Türkiye'nin yerli ve milli eksende dış politika sürecini de devam ettirdiğini belirten Çavuşoğlu, sözlerini şöyle sürdürdü:
"Bu, güçlü bir liderlikle söz konusu olabiliyor. Cumhurbaşkanımız sayın Recep Tayyip Erdoğan güçlü bir lider olarak bu noktada tavrını ortaya koyuyor ve Türkiye bu aktif siyasetini yürütüyor. Türkiye eskiden bu yana sürekli bekleyen, saldırılara savunma mekanizması geliştiren konumdaydı. Saldırılar karşısında 'Bekle, gör.' politikası izleyen konumundaydı. Olaylar karşısında müdahil olmayan, izleyen konumundaydı. Türkiye artık bölgede güç adası haline gelmiştir. 24 Haziran'dan sonra bu ivme daha da hız kazanacaktır. Dolayısıyla güç adası olarak Türkiye bir sonraki süreçte sadece bekleyen değil, eğer kendisi ve ülkesi için sınırları, güvenliği için bir risk, tehdit eden, tehlike olunan yerlere giderek orada gerekeni yapmaya çalışıyor."

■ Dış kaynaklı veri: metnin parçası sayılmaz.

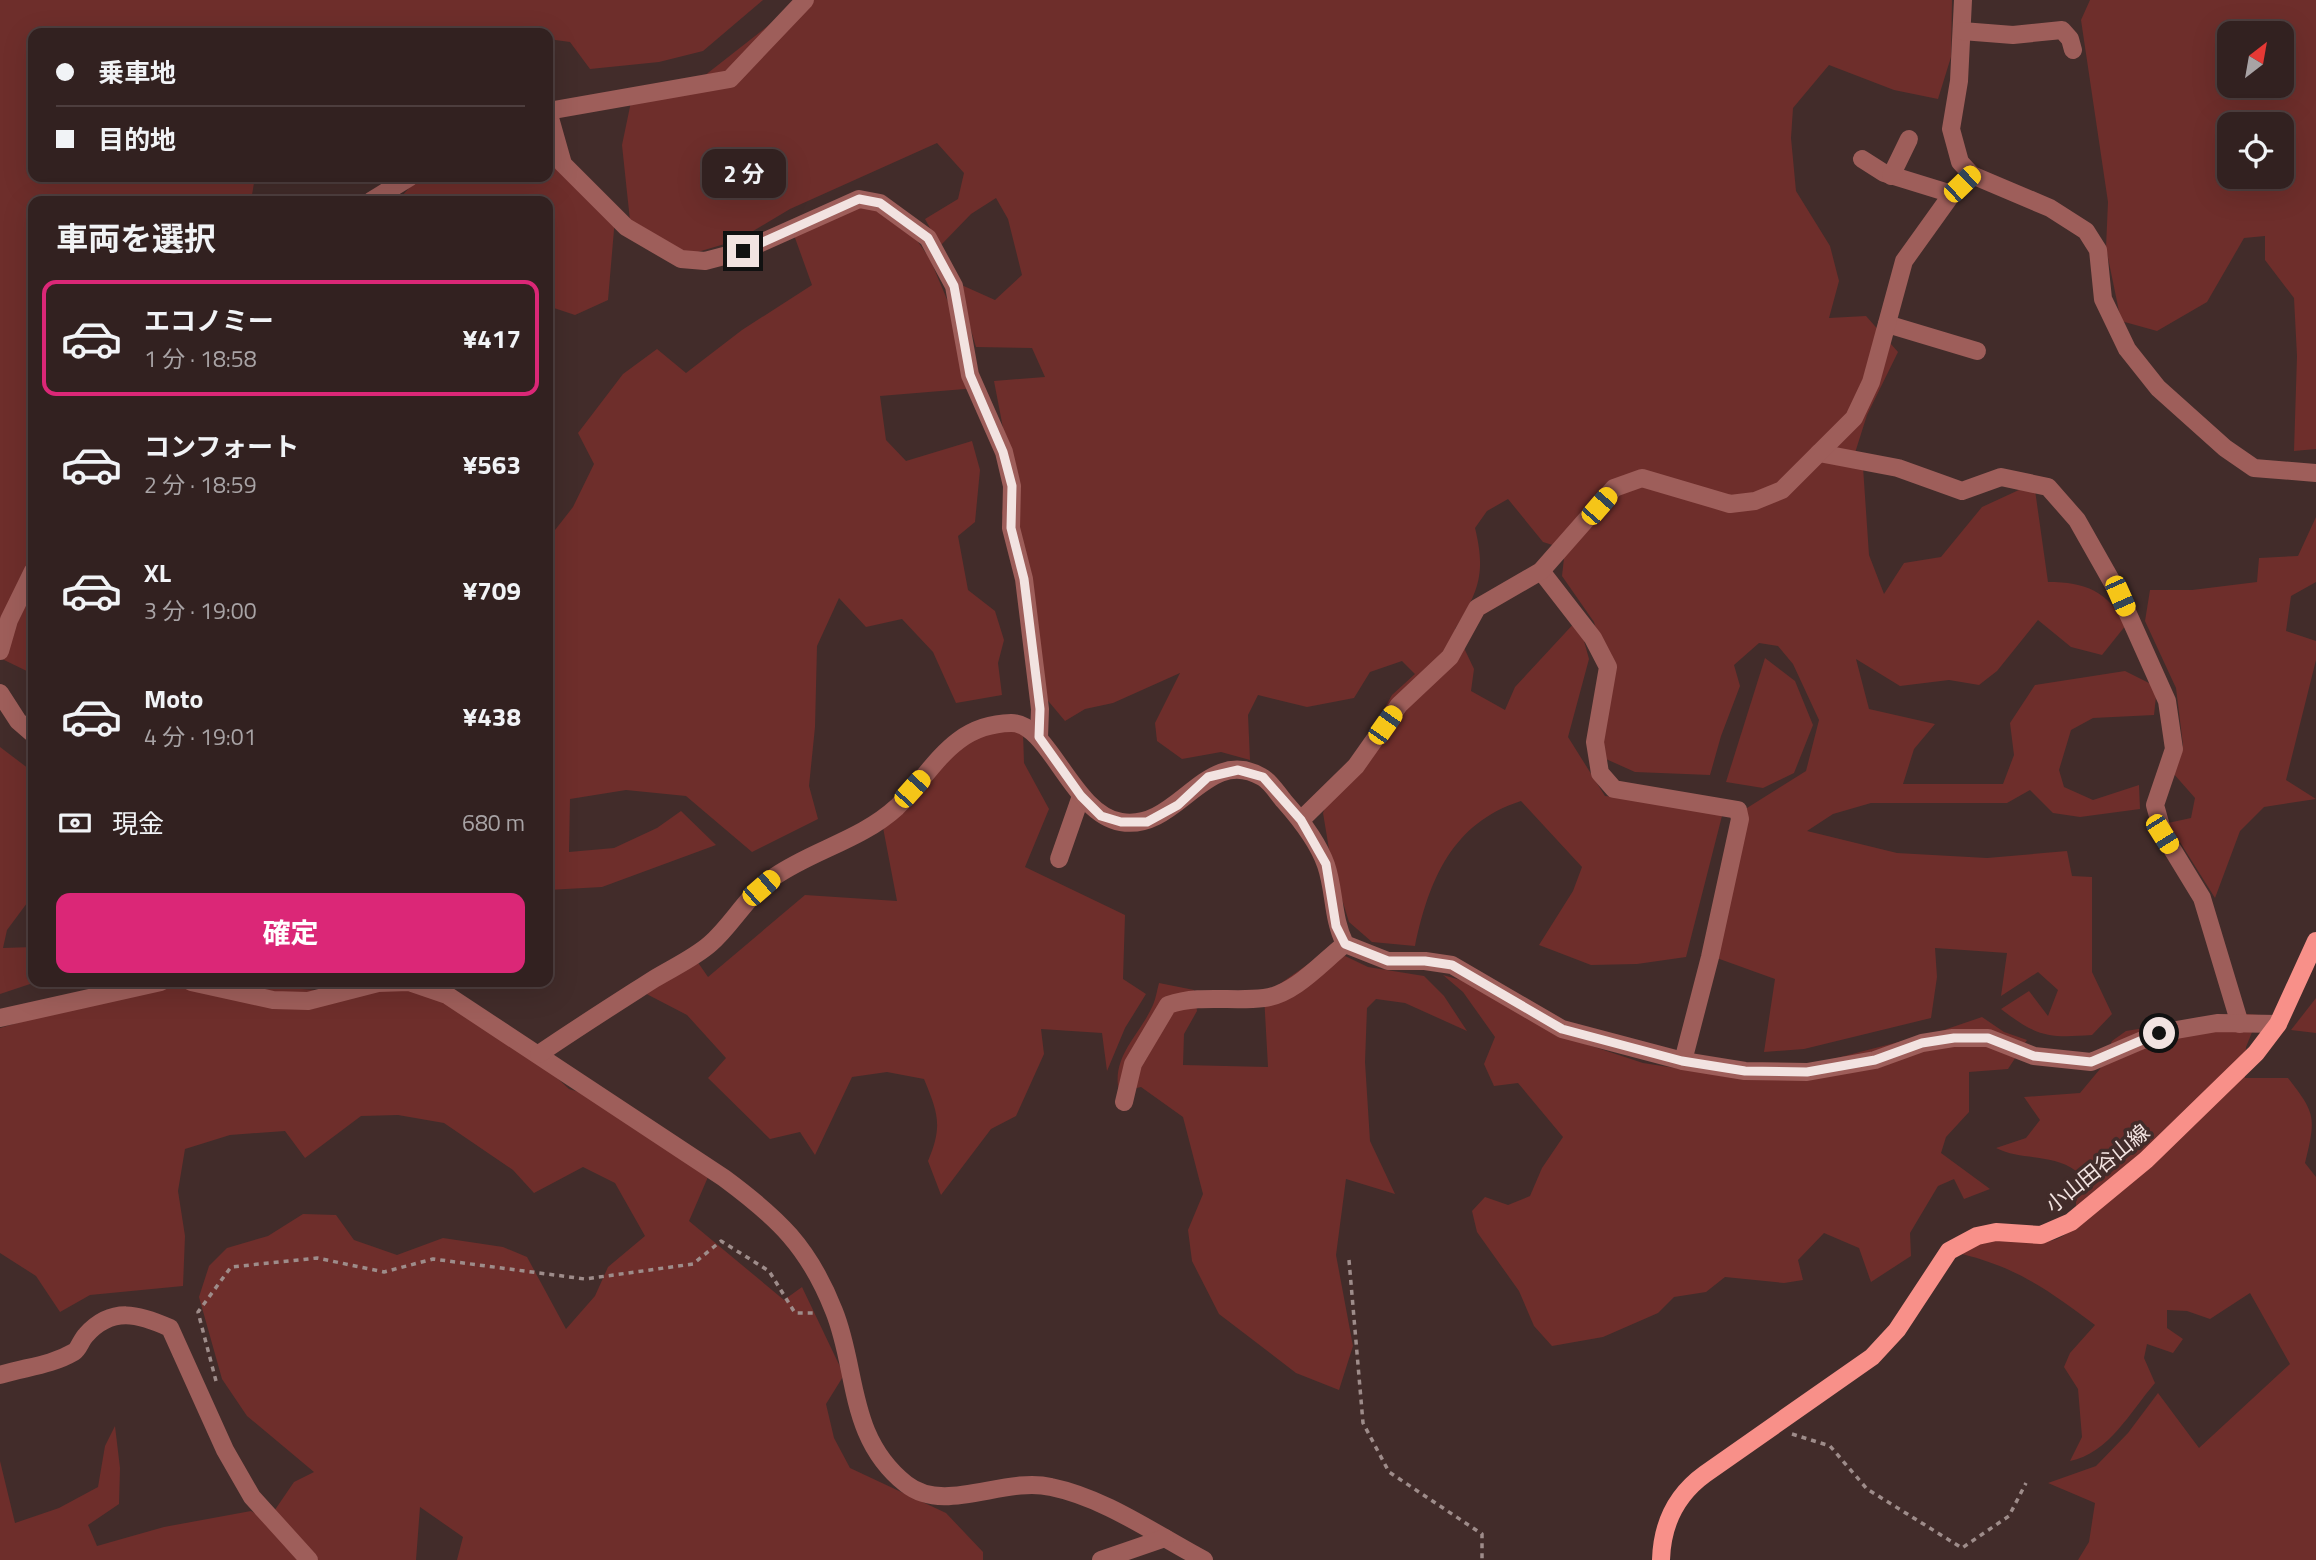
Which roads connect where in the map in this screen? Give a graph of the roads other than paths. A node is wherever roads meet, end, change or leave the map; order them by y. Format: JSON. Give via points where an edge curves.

Hakan Çavuşoğlu, Fırat Kalkanı ve Zeytin Dalı harekatlarının bunlara örnek olduğunu ifade ederek, sözlerini şöyle tamamladı:
"Artık müttefik devletler de dünya ülkeleri de Türkiye'nin bekleyen değil, tehlikeyi geldiğinde karşılayan değil, kaynağında bulup tüketen, orada onu yok eden bir ülke olduğunu gördüler, anladılar. Türkiye'nin bu kararlı ve dirayetli davranışı karşımızda bulunan müttefiklerimizi de diğer dünya ülkelerini de yeniden bir karar vermeye yöneltti. Münbiç, bunun sonucunda ortaya çıkan bir süreçtir. ABD ile Türkiye bir araya gelerek Münbiç konusunda bir karar aldılar; 'Teröristlerden orası temizlenecek' diye. Şimdi Türk askeri orada keşif ve denetleme faaliyetlerini yürütüyor. Bu noktada sadece Münbiç değil, bölgeyi tüm terör odaklarından kurtarmak için, Türkiye için bir terör kuşatmasına asla fırsat vermemek için gerekeni yapacağız. Türkiye için birileri şunu söylüyordu; 'PYD, YPG, Afrin'in doğusuna, batısına geçecek, siz de - çok afedersiniz - mal mal bakacaksınız.' diyorlardı. Öyle bir şey yok. Türkiye aktif politikasını yürütecek. Bunların başını ezmeye devam edecek, Allah'ın izniyle."